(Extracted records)
>>>>>

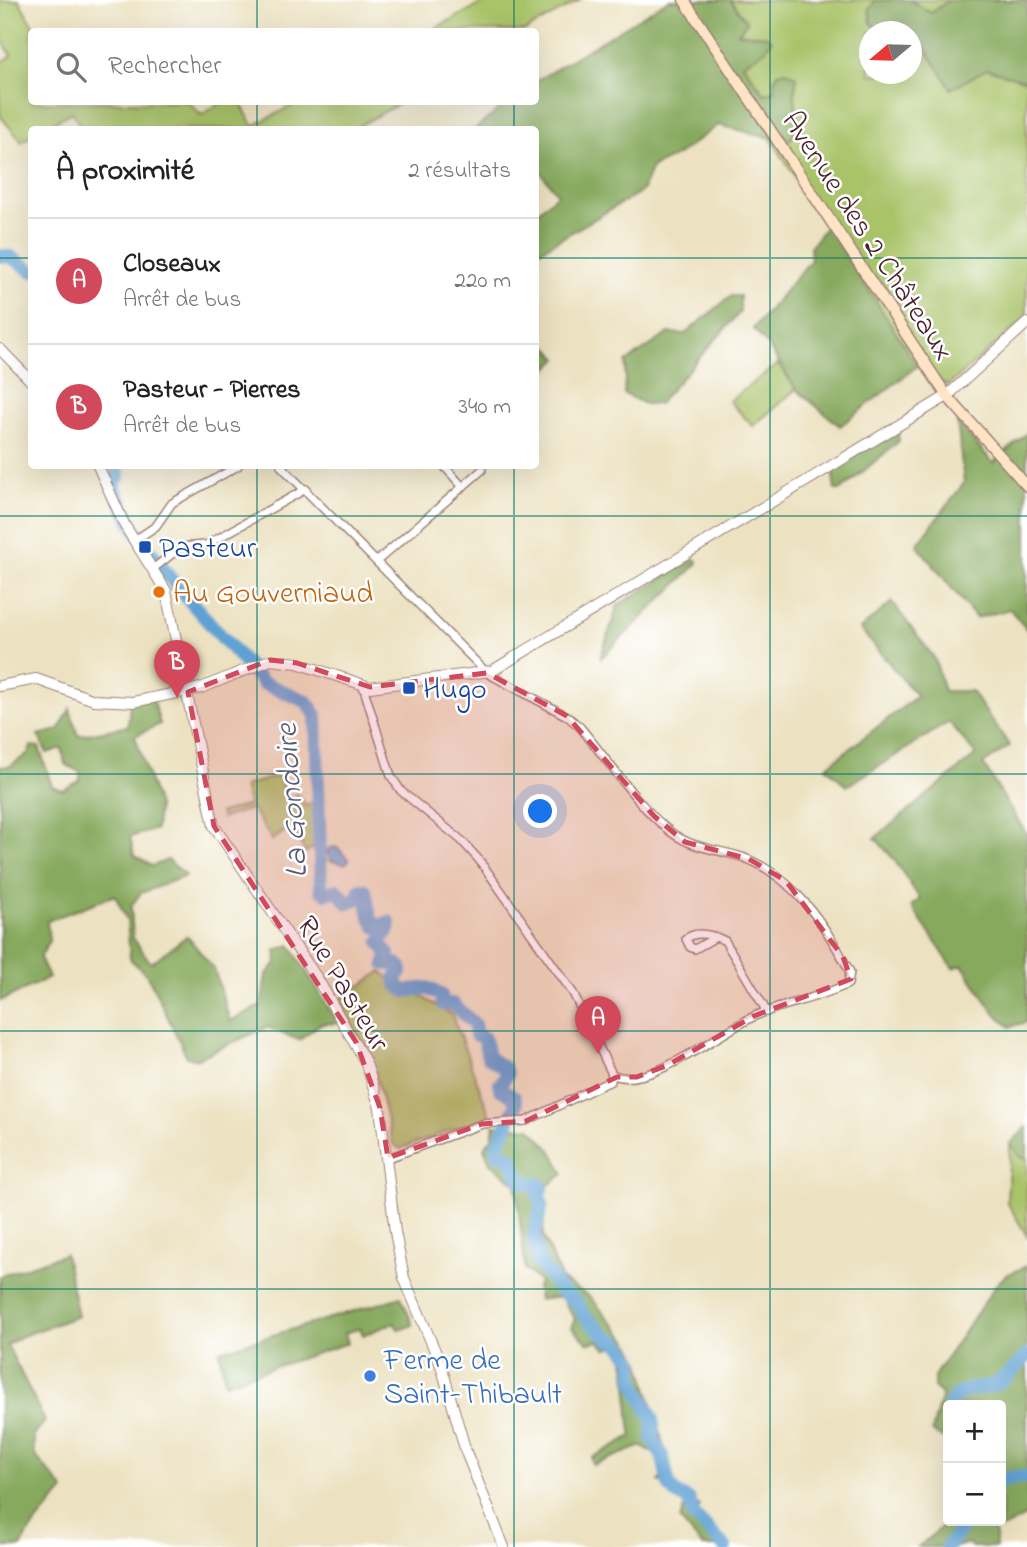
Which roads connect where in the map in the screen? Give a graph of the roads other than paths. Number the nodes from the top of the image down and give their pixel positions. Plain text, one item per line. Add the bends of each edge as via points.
1 (684, 0) edge
2 (1027, 323) edge
3 (0, 349) edge
4 (28, 378) edge
5 (947, 396) junction
6 (100, 469) edge
7 (232, 469) edge
8 (284, 469) edge
9 (447, 469) edge
10 (482, 470) dead end
11 (463, 486) junction
12 (1027, 486) edge
13 (306, 489) junction
14 (139, 538) junction
15 (377, 561) junction
16 (158, 565) junction
17 (487, 673) junction
18 (0, 686) edge
19 (363, 686) junction
20 (188, 692) junction
21 (716, 937) dead end
22 (767, 1012) junction
23 (612, 1074) junction
24 (388, 1158) junction
25 (504, 1547) edge

1 - 5 main road, Avenue des 2 Châteaux
2 - 5 street
3 - 4 street
5 - 12 main road, Avenue des 2 Châteaux
5 - 17 street via 509,664
6 - 14 street, Rue Pasteur
7 - 14 street via 172,503 156,526
8 - 13 street
9 - 11 street
10 - 11 street
11 - 15 street
13 - 15 street
13 - 16 street via 206,545 182,547
14 - 16 street, Rue Pasteur
15 - 17 street
16 - 20 street, Rue Pasteur
17 - 19 street
17 - 22 street via 580,727 669,831 704,849 748,859 786,881 804,901 843,957 852,979 843,987
18 - 20 street via 46,681 111,703
19 - 20 street via 288,661 270,660
19 - 23 street via 391,776 481,861 573,993
20 - 24 street, Rue Pasteur via 214,825 356,1042 380,1108
21 - 22 street via 728,945
22 - 23 street via 668,1065 626,1079
23 - 24 street via 611,1081 526,1121 482,1124
24 - 25 street, Rue Pasteur via 404,1278 441,1365 466,1452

<<<<<

## DIRECTIONS FOR THIS TASK
Write out each line above containing "main".

## TASK RESULT
1 - 5 main road, Avenue des 2 Châteaux
5 - 12 main road, Avenue des 2 Châteaux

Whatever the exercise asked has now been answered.